■ Data section:
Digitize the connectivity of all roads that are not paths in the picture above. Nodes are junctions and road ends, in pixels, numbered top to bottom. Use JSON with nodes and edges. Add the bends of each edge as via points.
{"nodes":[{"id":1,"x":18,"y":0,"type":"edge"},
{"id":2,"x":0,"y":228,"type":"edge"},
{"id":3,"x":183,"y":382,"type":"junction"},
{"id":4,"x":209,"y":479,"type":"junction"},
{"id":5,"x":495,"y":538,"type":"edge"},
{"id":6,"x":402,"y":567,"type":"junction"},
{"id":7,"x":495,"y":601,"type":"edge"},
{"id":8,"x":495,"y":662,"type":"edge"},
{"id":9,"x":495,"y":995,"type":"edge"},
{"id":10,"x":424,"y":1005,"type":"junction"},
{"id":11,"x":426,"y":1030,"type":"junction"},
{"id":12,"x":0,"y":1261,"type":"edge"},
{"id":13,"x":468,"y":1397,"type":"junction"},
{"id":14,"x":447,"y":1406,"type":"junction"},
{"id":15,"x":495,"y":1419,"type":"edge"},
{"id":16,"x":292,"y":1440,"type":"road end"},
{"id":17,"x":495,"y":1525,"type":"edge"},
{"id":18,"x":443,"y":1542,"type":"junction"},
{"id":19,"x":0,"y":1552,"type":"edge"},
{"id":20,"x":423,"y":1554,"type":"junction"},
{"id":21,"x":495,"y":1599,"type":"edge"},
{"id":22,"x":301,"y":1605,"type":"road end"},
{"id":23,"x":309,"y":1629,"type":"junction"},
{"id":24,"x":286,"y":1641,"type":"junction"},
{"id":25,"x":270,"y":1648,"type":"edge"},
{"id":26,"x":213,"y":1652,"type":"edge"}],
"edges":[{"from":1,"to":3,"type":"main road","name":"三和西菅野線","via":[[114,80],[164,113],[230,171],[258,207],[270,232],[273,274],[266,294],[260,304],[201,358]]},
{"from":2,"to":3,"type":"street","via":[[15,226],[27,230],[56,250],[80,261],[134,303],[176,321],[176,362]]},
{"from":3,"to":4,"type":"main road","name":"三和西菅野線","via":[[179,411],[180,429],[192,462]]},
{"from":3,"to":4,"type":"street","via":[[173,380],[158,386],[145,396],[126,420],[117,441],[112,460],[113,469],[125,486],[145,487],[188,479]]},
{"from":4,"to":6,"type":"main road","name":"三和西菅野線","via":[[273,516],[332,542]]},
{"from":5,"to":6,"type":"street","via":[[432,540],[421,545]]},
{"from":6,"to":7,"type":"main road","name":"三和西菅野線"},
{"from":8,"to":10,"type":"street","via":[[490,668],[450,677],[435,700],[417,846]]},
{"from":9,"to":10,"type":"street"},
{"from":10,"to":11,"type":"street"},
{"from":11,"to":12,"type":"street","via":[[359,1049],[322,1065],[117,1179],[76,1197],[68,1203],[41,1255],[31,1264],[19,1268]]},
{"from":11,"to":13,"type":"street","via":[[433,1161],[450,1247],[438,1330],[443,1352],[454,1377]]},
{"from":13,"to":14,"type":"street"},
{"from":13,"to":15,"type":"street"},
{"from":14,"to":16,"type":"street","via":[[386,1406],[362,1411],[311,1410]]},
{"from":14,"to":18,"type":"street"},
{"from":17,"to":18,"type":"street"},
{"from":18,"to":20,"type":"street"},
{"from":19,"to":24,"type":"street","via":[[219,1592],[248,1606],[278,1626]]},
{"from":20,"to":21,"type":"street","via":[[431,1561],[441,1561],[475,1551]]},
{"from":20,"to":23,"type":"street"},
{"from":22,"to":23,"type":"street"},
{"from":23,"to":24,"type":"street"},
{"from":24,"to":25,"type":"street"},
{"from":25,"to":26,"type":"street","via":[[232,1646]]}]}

■ Problem details:
Reproduce each line from the records that contains the word "edges".

■ Result below:
Digitize the connectivity of all roads that are not paths in the picture above. Nodes are junctions and road ends, in pixels, numbered top to bottom. Use JSON with nodes and edges. Add the bends of each edge as via points.
"edges":[{"from":1,"to":3,"type":"main road","name":"三和西菅野線","via":[[114,80],[164,113],[230,171],[258,207],[270,232],[273,274],[266,294],[260,304],[201,358]]},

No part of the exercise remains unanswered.